Il faut donc faire avec et
remiser, je le crains, à plus tard l’espérance d’un possible renouveau.
Car hélas les dynamiques se créent
rarement sur les défaites.
Il n’y a qu’à voir cette
immédiate reprise des hostilités au sein du PS. Si c’est comme ça qu’ils
espèrent contrebalancer les choses aux législatives c’est mal barré !
J’ai trouvé que Ségo en
passionaria du peuple en faisait un peu trop. Qu’elle ne soit pas sinistre,
qu’elle montre sa combativité, son envie de continuer, son espérance, d’accord.

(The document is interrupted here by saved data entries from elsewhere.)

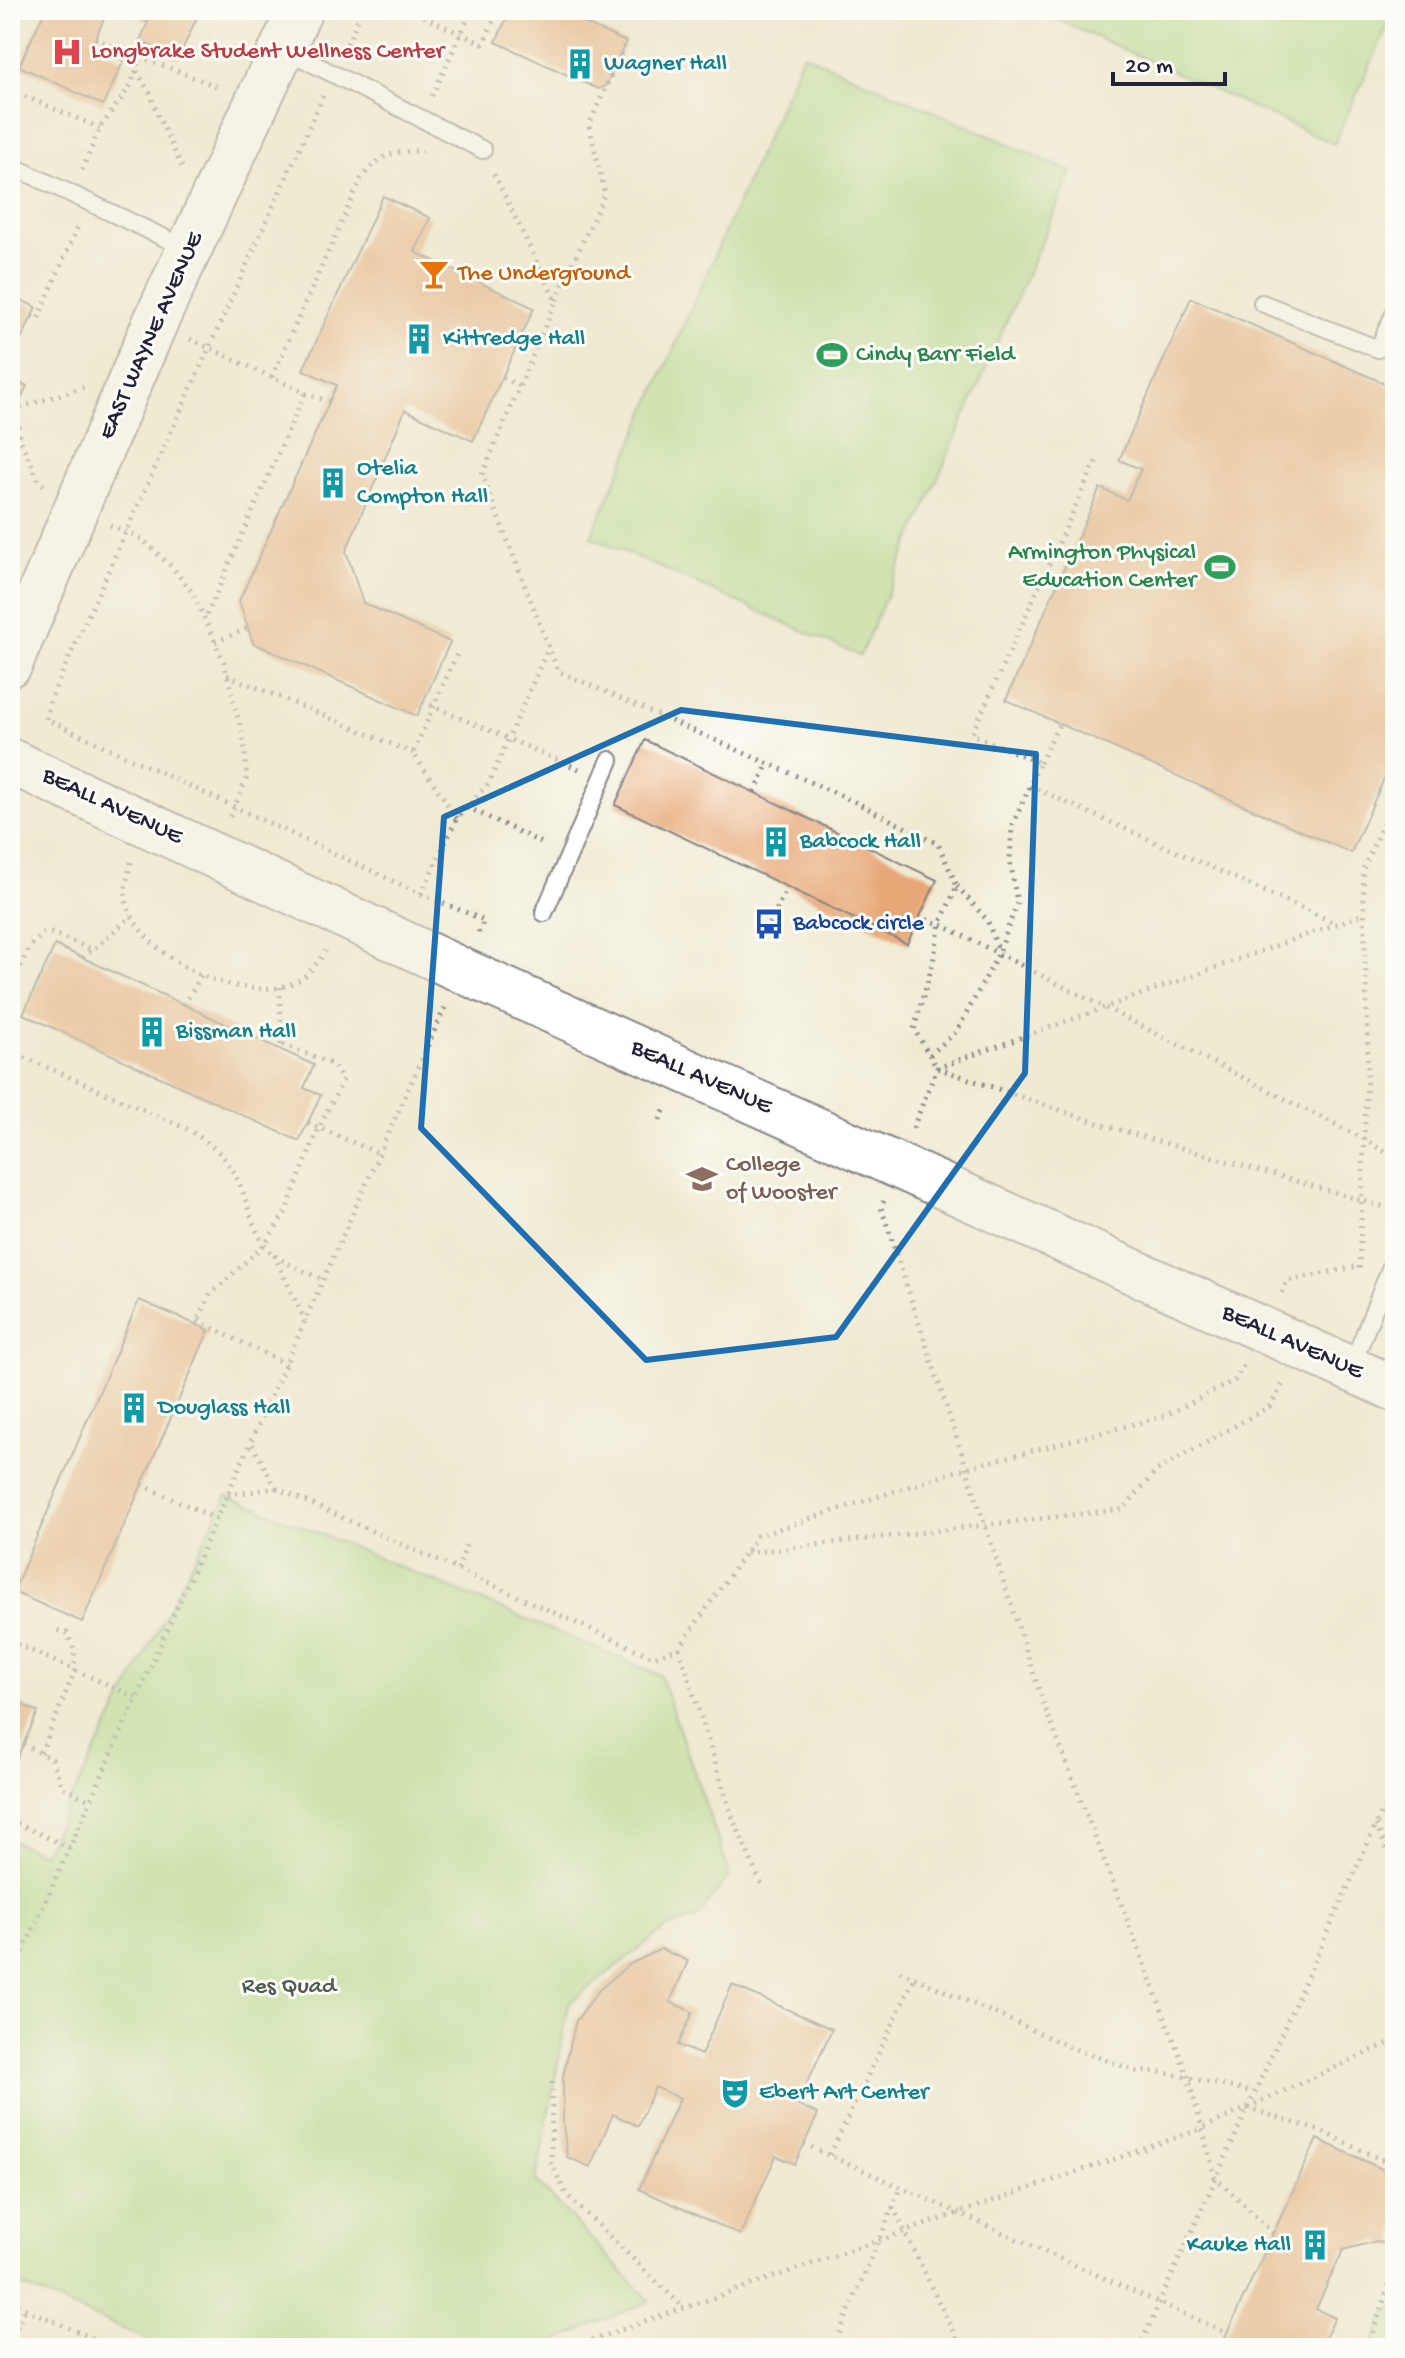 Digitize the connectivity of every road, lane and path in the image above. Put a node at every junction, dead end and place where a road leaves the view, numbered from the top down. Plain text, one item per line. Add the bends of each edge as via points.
1 (362, 10) edge
2 (409, 10) edge
3 (472, 10) edge
4 (498, 10) edge
5 (292, 29) edge
6 (461, 34) junction
7 (95, 39) dead end
8 (626, 42) dead end
9 (140, 56) junction
10 (333, 74) junction
11 (10, 90) edge
12 (258, 104) junction
13 (422, 119) junction
14 (100, 128) dead end
15 (483, 150) junction
16 (10, 165) edge
17 (185, 172) dead end
18 (190, 249) junction
19 (556, 301) junction
20 (1262, 303) dead end
21 (1395, 312) edge
22 (155, 323) junction
23 (209, 348) junction
24 (272, 377) junction
25 (503, 378) dead end
26 (520, 386) junction
27 (305, 393) junction
28 (329, 402) dead end
29 (120, 406) junction
30 (1097, 459) dead end
31 (78, 505) junction
32 (126, 532) junction
33 (205, 620) junction
34 (248, 628) dead end
35 (215, 642) junction
36 (549, 646) junction
37 (459, 649) dead end
38 (10, 664) edge
39 (227, 675) junction
40 (423, 702) dead end
41 (433, 707) junction
42 (1059, 724) dead end
43 (508, 739) junction
44 (413, 753) junction
45 (610, 760) dead end
46 (10, 761) edge
47 (768, 763) junction
48 (1040, 763) junction
49 (602, 779) junction
50 (1030, 786) junction
51 (755, 792) dead end
52 (1395, 796) edge
53 (234, 807) junction
54 (467, 807) junction
55 (457, 818) junction
56 (214, 855) junction
57 (569, 856) junction
58 (131, 861) dead end
59 (957, 886) junction
60 (788, 887) dead end
61 (421, 894) junction
62 (544, 913) dead end
63 (1364, 914) junction
64 (132, 916) junction
65 (919, 917) dead end
66 (769, 924) dead end
67 (940, 924) junction
68 (1337, 924) junction
69 (327, 949) dead end
70 (93, 950) junction
71 (999, 953) junction
72 (83, 958) dead end
73 (461, 970) junction
74 (202, 974) junction
75 (280, 987) junction
76 (10, 988) edge
77 (184, 1005) dead end
78 (1108, 1007) junction
79 (10, 1051) edge
80 (930, 1055) junction
81 (937, 1068) junction
82 (668, 1101) dead end
83 (660, 1120) dead end
84 (308, 1123) dead end
85 (319, 1128) junction
86 (1364, 1139) junction
87 (380, 1154) junction
88 (1395, 1158) edge
89 (899, 1167) junction
90 (1362, 1201) junction
91 (1395, 1210) edge
92 (265, 1244) junction
93 (274, 1254) junction
94 (1395, 1256) edge
95 (1359, 1266) junction
96 (1358, 1279) dead end
97 (323, 1280) junction
98 (305, 1321) junction
99 (1266, 1331) junction
100 (286, 1364) junction
101 (1350, 1369) junction
102 (1284, 1382) dead end
103 (1395, 1389) edge
104 (251, 1442) junction
105 (966, 1468) junction
106 (142, 1485) dead end
107 (276, 1488) junction
108 (227, 1495) junction
109 (217, 1519) junction
110 (985, 1525) junction
111 (466, 1545) dead end
112 (745, 1553) junction
113 (458, 1570) junction
114 (53, 1629) dead end
115 (10, 1641) edge
116 (679, 1648) junction
117 (75, 1670) junction
118 (137, 1698) junction
119 (23, 1744) dead end
120 (41, 1753) junction
121 (1395, 1783) edge
122 (91, 1801) junction
123 (10, 1820) edge
124 (1376, 1825) junction
125 (70, 1848) junction
126 (1395, 1868) edge
127 (762, 1886) dead end
128 (900, 1971) dead end
129 (915, 1977) junction
130 (10, 1981) edge
131 (1395, 2040) edge
132 (1188, 2077) junction
133 (552, 2082) dead end
134 (1253, 2092) junction
135 (1246, 2108) junction
136 (1201, 2129) junction
137 (804, 2144) dead end
138 (830, 2155) junction
139 (1395, 2156) edge
140 (1381, 2160) junction
141 (1395, 2166) edge
142 (1215, 2177) junction
143 (901, 2188) junction
144 (892, 2206) junction
145 (955, 2213) junction
146 (905, 2231) junction
147 (1273, 2233) dead end
148 (878, 2241) junction
149 (1395, 2288) edge
150 (10, 2302) edge
151 (1161, 2304) junction
152 (684, 2308) junction
153 (25, 2309) junction
154 (1227, 2333) dead end
155 (10, 2342) edge
156 (113, 2347) edge
157 (89, 2348) edge
158 (569, 2348) edge
159 (833, 2348) edge
160 (961, 2348) edge
161 (1139, 2348) edge
162 (1368, 2348) edge

1 - 10 path
2 - 6 path
3 - 6 path
4 - 6 path via 483,44
5 - 10 lane
5 - 12 street, EAST WAYNE AVENUE
6 - 13 path
7 - 9 path
8 - 19 path via 589,125 605,193
9 - 12 path
9 - 17 path via 136,70
10 - 13 lane
10 - 23 path
11 - 14 path
12 - 18 street, EAST WAYNE AVENUE
13 - 15 lane
15 - 19 path
15 - 24 path via 406,151 376,159 361,179
16 - 18 lane
18 - 22 street, EAST WAYNE AVENUE
19 - 26 path
20 - 21 lane via 1378,349
22 - 23 path
22 - 29 street, EAST WAYNE AVENUE
23 - 24 path
23 - 32 path
24 - 27 path
25 - 26 path
26 - 36 path via 482,475
27 - 28 path
27 - 33 path
29 - 31 street, EAST WAYNE AVENUE
29 - 31 path via 84,387 16,409 20,439 40,483
30 - 48 path via 972,734
31 - 32 path
31 - 38 street, EAST WAYNE AVENUE
32 - 33 path via 142,539 172,567 193,593
32 - 53 path via 46,719
33 - 35 path
34 - 35 path
35 - 39 path
36 - 43 path
36 - 47 path via 558,671
37 - 41 path
39 - 44 path
39 - 53 path via 244,741 247,778
40 - 41 path
41 - 43 path
41 - 44 path
42 - 48 path
43 - 49 path
43 - 54 path via 489,783
44 - 55 path
45 - 49 lane
46 - 56 street, BEALL AVENUE
47 - 51 path
47 - 59 path via 938,844
48 - 50 path
49 - 57 lane
50 - 68 path
50 - 71 path via 1012,826 1010,860 1017,903
52 - 63 path via 1363,869
53 - 56 path
53 - 61 path
54 - 55 path
54 - 57 path
55 - 61 path
56 - 73 street, BEALL AVENUE
57 - 62 lane
58 - 64 path via 124,888
59 - 67 path
59 - 71 path via 987,920
60 - 66 path
61 - 73 path via 484,920
63 - 68 path
63 - 86 path
64 - 70 path
64 - 74 path via 168,955
65 - 67 path
67 - 71 path
67 - 80 path via 914,1029
68 - 78 path
69 - 75 path via 311,970
70 - 72 path
70 - 76 path via 43,933 29,948
71 - 78 path
71 - 80 path via 957,1031
73 - 87 path
73 - 89 street, BEALL AVENUE
74 - 75 path via 230,986
74 - 77 path
75 - 85 path via 282,1047 332,1064 343,1080
78 - 81 path
78 - 86 path
79 - 92 path via 210,1143 234,1170
80 - 81 path
81 - 89 path
81 - 90 path via 1106,1126
82 - 83 path
84 - 85 path
85 - 87 path
85 - 92 path via 285,1213
86 - 88 path
86 - 90 path
87 - 97 path
89 - 99 street, BEALL AVENUE
89 - 105 path via 881,1207
90 - 91 path
90 - 95 path
92 - 93 path
92 - 100 path via 210,1295 197,1323
93 - 97 path
93 - 98 path
94 - 101 lane
95 - 96 path
95 - 99 path via 1287,1281
97 - 98 path
98 - 100 path
99 - 101 street, BEALL AVENUE
99 - 105 path via 1235,1380 1165,1416
100 - 104 path
101 - 103 street, BEALL AVENUE
102 - 110 path via 1270,1406 1156,1471 1124,1509
104 - 107 path
104 - 108 path
105 - 110 path
105 - 112 path via 757,1536
106 - 109 path
107 - 108 path
107 - 113 path
108 - 109 path
109 - 118 path
110 - 112 path
110 - 132 path via 1044,1705
111 - 113 path
112 - 116 path
113 - 116 path via 653,1657
114 - 117 path via 67,1633
115 - 117 path
116 - 127 path via 732,1816
117 - 118 path
117 - 120 path
118 - 122 path
119 - 120 path
120 - 122 path via 52,1759 62,1787
121 - 124 path
122 - 125 path
123 - 125 path
124 - 126 path
124 - 134 path
125 - 130 path
128 - 129 path
129 - 132 path via 1077,2050 1136,2071
129 - 138 path
131 - 135 path
132 - 134 path
132 - 136 path
133 - 152 path via 551,2163 566,2194
134 - 135 path
135 - 136 path
135 - 140 path via 1323,2132
135 - 142 path
136 - 142 path
136 - 145 path
137 - 138 path
138 - 143 path
139 - 140 path
140 - 141 path
142 - 147 path
142 - 151 path
143 - 144 path
143 - 145 path
144 - 146 path
144 - 148 path
145 - 146 path
145 - 151 path
146 - 148 path
146 - 160 path
148 - 152 path
148 - 159 path
149 - 162 path via 1389,2285
150 - 153 path
151 - 154 path
151 - 161 path
152 - 158 path
153 - 155 path
153 - 156 path
156 - 157 path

Mais le sourire en continu, comme un masque posé en permanence sur le visage,
non. Il y avait là presque un peu d’indécence vis à vis de tous ceux qui
avaient cru la victoire possible et se sentaient matraqués par le résultat. Ça
voulait presque dire : la défaite face à Sarko ce n’est pas si important
du moment que moi j’ai fait face. Le « en avant vers d’autres victoires »,
j’ai trouvé ça vraiment choquant !
Et pendant ce temps
Strauss-Kahn sortait son bazooka. Indécent ça aussi. Bien plus indécent !
Pas une parole pour celle qui tout de même a mené le combat avec une ardeur, un
engagement, une capacité à créer de l’espoir qui mérite d’être saluée. Les
éléphants, ni lui, ni Fabius n’auraient été capables de faire passer ce
« désir d’avenir » qui a su remuer y compris dans des milieux qui
étaient largement éloignés de toute implication politique. Ils n’auraient pas
percé dans les cités comme elle a su le faire, ramenant beaucoup de jeunes vers
les urnes.
Je ne suis pas hostile à
Strauss-Kahn et à l’effort de rénovation qu’il représente. D’ailleurs au moment
des primaires du PS je balançais un peu entre lui et Ségo. Je pense qu’une
vraie rénovation de la gauche a besoin des qualités de l’un et de l’autre, pour
aller vers une refondation bien plus large basée sur des valeurs et des
convergences, sur des solutions à inventer, ce qui est bien différent d’une
simple social-démocratisation ou d’un appel opportuniste au centre.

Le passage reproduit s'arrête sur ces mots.